Provided records Start Marker

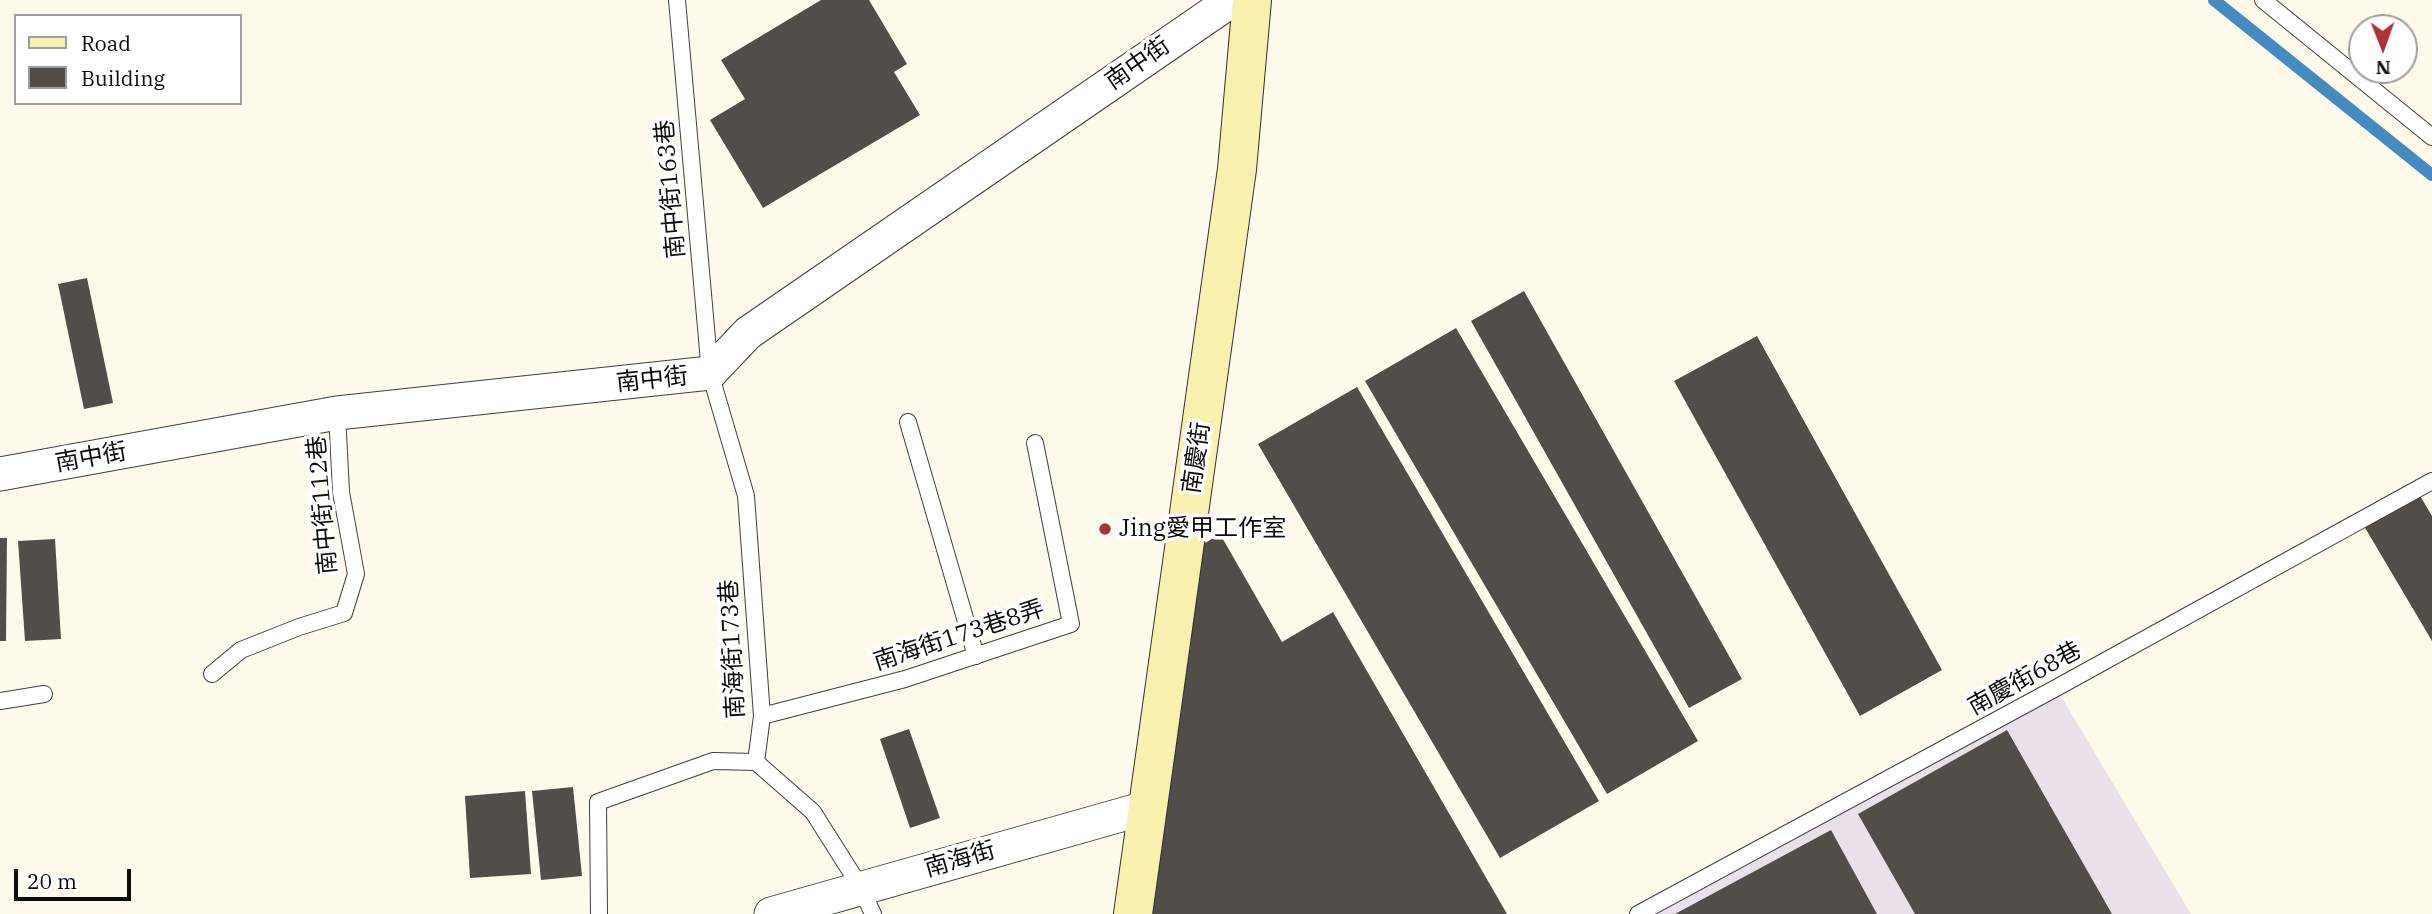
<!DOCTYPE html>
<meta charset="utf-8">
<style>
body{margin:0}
#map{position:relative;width:2432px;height:914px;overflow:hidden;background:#fdfaec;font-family:"IBM Plex Serif",serif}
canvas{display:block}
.legend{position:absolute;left:14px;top:14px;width:228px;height:91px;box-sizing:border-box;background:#fff;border:2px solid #9e9e9e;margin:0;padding:9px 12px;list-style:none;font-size:21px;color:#0c0c0c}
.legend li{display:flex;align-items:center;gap:14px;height:35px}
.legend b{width:35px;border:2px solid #9e9e9e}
.north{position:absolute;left:2348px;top:14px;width:70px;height:70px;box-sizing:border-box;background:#fff;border:2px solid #9e9e9e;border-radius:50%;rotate:179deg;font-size:19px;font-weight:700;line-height:28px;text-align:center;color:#0c0c0c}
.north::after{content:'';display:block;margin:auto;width:24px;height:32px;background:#ae3133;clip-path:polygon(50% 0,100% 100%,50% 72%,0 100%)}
.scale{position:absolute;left:14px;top:869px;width:117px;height:32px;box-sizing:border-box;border:4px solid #0c0c0c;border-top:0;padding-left:9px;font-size:21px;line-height:24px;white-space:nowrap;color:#0c0c0c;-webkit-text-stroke:5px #fff;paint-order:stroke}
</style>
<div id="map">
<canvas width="2432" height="914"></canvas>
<ul class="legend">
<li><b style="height:9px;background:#f8f1ad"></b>Road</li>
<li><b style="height:19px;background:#534d49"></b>Building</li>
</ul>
<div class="north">N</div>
<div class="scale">20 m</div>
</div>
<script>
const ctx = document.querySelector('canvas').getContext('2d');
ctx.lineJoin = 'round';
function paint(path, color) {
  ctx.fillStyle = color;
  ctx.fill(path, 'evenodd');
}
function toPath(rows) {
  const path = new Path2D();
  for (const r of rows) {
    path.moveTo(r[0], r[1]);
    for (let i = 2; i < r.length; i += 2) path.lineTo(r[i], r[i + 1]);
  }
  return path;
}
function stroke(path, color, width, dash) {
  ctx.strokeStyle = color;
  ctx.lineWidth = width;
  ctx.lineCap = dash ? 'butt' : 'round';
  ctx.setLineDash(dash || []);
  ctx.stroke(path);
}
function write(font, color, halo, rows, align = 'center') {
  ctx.font = font + ' "IBM Plex Serif","Noto Sans TC",serif';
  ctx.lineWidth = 7;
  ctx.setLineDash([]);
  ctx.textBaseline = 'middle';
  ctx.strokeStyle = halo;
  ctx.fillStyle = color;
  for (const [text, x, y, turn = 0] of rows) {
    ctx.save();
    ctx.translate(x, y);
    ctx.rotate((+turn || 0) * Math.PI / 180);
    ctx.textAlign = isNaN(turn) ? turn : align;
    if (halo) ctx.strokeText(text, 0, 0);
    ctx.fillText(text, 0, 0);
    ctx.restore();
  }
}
paint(toPath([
 [2056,688,2191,914,1638,914]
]), '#e9e0ea');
stroke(toPath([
 [2214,0,2432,175]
]), '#438bc0', 12);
paint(toPath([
 [821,0,869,0,907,64,894,72,920,115,763,208,710,120,745,99,721,60],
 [87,278,113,403,84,409,58,284],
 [1524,291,1742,679,1689,708,1471,321],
 [1456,328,1698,741,1607,794,1365,381],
 [1757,336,1942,670,1860,716,1674,381],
 [1357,387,1599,801,1500,858,1258,444],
 [2419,494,2432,516,2432,641,2364,526],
 [1220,534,1282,642,1333,612,1507,914,1152,914,1200,546],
 [0,538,7,538,6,641,0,641],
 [55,539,61,639,25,641,18,541],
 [909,729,940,818,910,828,880,739],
 [2007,730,2112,914,1915,914,1858,814],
 [573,787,582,876,541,880,532,791],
 [525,791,531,874,470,878,465,796],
 [1831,830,1877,914,1675,914]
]), '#534d49');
const lane = toPath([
 [677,0,710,373,746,496,762,716,756,762,813,812,861,888,873,914],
 [2263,0,2432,137],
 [908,422,976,656],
 [212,674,241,650,299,627,344,613,356,574,341,492,337,413],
 [0,701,44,694],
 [762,716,905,679,1071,624,1035,443],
 [599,914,598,802,713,761,756,762],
 [1638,914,2056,688,2432,481]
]);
const street = toPath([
 [0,474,337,413,710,373,748,333,1232,0],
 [771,914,1149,807]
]);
const secondary = toPath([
 [1133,914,1237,169,1252,0]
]);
stroke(lane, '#3f3f3f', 18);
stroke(street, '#3f3f3f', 35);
stroke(secondary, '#2e2e2e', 40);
stroke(lane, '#fff', 16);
stroke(street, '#fff', 33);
stroke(secondary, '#f8f1ad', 38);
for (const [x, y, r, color] of [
 [1105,529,7,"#ae3133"]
]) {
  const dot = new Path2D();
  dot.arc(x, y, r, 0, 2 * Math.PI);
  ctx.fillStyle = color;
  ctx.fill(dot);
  stroke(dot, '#fff', 2.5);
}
write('24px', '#0c0c0c', '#fff', [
 ["南中街",1138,64,-35],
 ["南中街163巷",671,189,-95],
 ["南中街",652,380,-6],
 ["南中街",91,458,-10],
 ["南慶街",1197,458,-82],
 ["南中街112巷",323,505,-95],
 ["南海街173巷8弄",959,636,-18],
 ["南海街173巷",733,649,-93],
 ["南慶街68巷",2025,679,-29],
 ["南海街",960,860,-16]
]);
write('24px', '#0c0c0c', '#fff', [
 ["Jing愛甲工作室",1119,529]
], 'left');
</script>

Provided records End Marker

### Task
Go through the records and count every line with the word "function"; the answer is the number alone.

### Answer space
4